'''

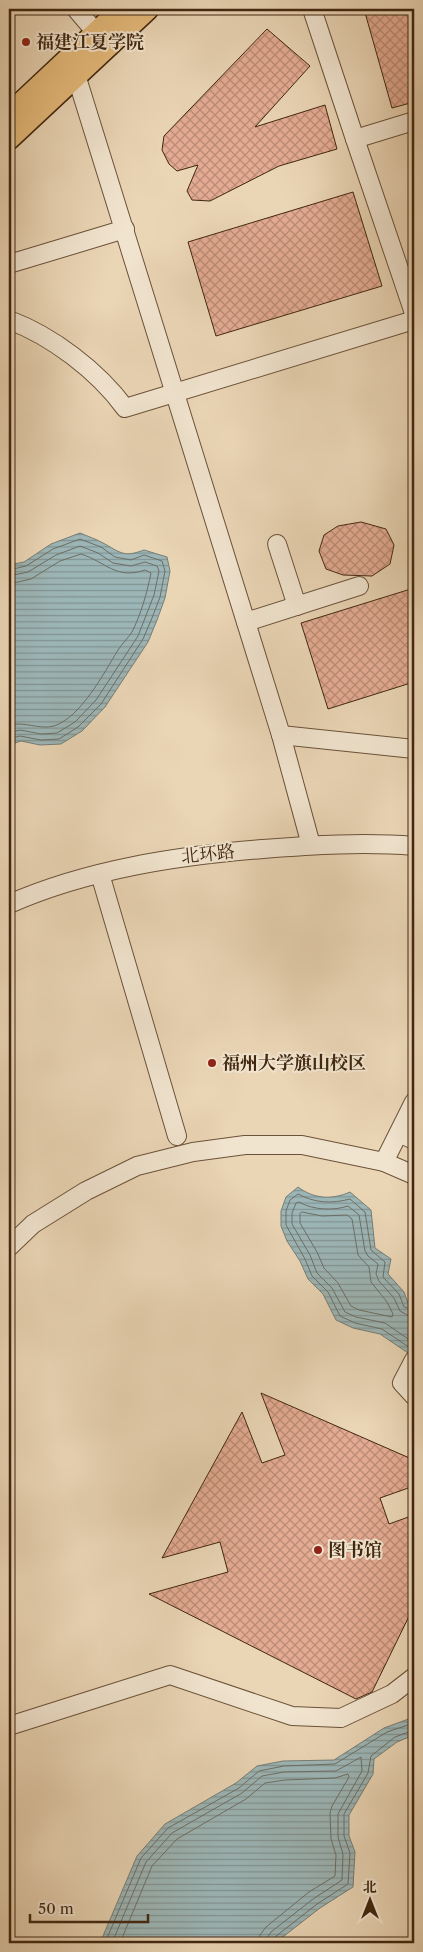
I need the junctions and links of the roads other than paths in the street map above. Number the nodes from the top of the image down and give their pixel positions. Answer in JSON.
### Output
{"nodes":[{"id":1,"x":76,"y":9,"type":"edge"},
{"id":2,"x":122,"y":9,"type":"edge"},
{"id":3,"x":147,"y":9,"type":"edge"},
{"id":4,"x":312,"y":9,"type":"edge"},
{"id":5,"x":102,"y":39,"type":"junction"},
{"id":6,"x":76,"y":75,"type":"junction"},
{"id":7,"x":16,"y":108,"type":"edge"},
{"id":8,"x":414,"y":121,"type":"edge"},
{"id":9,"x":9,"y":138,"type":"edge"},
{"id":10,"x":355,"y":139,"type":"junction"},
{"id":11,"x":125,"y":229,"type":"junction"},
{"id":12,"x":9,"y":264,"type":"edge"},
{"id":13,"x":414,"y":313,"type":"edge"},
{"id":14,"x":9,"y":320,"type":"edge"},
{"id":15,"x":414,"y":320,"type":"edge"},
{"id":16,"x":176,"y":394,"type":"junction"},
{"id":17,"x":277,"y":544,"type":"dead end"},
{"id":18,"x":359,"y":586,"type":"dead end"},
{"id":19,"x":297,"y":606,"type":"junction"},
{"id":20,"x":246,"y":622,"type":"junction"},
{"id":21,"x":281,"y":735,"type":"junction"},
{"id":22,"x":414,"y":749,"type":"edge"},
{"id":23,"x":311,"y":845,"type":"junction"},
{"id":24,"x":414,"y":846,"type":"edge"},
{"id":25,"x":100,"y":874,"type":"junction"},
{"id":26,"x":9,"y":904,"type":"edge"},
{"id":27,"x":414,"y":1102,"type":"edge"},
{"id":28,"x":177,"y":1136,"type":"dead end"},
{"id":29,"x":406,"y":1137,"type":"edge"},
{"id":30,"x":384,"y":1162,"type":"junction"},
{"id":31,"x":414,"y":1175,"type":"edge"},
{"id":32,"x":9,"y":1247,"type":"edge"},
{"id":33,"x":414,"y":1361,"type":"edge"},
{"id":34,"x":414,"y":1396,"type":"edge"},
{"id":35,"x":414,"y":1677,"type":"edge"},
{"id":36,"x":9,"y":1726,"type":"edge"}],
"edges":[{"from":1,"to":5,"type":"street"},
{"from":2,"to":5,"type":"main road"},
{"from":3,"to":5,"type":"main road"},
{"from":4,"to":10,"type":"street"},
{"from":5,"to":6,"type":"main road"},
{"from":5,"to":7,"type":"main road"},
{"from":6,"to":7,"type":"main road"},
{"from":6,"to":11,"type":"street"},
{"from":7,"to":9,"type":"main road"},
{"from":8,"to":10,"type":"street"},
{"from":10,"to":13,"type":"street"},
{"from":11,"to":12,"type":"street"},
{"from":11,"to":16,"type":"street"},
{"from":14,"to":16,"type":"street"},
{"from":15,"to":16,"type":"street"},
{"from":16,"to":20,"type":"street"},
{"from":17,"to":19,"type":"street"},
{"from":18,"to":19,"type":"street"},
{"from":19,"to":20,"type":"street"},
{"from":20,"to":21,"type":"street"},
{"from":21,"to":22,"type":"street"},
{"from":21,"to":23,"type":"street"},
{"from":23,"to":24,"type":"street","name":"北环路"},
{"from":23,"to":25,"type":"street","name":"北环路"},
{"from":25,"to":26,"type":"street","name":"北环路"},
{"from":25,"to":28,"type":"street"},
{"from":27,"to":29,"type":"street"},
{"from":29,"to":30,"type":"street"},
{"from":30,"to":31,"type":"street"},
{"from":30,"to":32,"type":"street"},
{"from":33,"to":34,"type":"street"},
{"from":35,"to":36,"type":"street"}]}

'''
'''

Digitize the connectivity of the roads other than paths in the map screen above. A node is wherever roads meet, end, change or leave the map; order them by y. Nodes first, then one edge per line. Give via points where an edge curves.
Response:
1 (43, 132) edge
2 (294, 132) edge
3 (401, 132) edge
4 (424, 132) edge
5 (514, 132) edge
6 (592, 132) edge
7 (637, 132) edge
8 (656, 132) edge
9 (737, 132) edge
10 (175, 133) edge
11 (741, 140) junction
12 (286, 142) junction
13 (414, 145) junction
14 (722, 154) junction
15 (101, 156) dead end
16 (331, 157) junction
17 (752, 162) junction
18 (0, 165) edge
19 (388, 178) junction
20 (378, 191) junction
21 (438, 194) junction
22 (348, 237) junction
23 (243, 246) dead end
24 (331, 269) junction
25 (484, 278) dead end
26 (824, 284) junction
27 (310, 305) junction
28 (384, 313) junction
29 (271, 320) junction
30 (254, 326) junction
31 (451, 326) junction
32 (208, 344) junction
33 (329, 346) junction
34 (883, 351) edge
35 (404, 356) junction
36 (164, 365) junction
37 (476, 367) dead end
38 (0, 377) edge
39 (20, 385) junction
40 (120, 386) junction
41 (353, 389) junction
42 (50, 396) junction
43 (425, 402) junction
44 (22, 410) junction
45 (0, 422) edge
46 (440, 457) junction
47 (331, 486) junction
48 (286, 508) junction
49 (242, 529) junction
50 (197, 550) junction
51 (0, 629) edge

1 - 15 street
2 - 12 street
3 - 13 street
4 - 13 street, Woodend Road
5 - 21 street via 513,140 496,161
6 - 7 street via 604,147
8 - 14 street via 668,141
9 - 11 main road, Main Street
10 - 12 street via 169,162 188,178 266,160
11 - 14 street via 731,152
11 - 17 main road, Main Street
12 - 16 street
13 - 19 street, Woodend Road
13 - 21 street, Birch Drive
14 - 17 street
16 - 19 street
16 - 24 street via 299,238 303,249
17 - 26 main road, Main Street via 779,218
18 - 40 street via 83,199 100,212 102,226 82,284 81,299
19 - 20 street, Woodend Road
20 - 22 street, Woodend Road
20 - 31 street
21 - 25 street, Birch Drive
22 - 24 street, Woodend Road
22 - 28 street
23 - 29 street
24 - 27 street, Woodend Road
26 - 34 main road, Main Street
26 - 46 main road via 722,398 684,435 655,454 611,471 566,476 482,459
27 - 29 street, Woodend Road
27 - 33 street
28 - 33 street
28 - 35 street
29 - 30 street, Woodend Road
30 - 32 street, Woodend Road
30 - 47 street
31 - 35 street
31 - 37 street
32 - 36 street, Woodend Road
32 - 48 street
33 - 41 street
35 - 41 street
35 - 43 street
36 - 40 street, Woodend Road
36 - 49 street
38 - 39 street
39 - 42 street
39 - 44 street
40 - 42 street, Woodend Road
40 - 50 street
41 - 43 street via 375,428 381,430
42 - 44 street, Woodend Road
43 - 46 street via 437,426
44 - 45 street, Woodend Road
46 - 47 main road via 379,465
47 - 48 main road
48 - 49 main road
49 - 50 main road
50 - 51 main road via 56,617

'''
'''

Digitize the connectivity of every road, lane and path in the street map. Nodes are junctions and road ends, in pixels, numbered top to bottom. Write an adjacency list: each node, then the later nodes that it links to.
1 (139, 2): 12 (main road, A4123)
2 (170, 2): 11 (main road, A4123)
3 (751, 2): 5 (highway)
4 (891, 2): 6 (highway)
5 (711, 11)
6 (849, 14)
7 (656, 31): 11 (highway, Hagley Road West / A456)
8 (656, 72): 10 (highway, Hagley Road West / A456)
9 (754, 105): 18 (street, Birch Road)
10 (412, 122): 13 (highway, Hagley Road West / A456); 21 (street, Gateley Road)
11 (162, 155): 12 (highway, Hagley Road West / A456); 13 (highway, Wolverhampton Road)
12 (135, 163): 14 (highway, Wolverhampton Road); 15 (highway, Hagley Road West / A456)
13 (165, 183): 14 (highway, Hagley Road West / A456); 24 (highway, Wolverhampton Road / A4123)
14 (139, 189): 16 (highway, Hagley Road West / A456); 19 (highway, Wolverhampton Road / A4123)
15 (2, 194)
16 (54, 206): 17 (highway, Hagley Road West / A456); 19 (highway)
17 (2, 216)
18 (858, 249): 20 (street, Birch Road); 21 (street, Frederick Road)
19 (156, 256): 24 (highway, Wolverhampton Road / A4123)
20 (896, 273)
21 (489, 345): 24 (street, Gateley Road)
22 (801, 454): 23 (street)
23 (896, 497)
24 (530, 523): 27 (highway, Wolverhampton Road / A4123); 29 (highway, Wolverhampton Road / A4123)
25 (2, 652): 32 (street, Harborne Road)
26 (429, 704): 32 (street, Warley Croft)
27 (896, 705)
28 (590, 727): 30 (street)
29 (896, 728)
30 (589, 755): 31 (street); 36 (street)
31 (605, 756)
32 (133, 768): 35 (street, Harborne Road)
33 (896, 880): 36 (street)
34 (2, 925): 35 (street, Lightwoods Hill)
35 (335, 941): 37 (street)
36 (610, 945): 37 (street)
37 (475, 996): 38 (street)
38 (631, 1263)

'''

WORK ITEM: From the material above, copy every line that has the word "Harborne" in it.

RESPONSE TO THIS TASK:
25 (2, 652): 32 (street, Harborne Road)
32 (133, 768): 35 (street, Harborne Road)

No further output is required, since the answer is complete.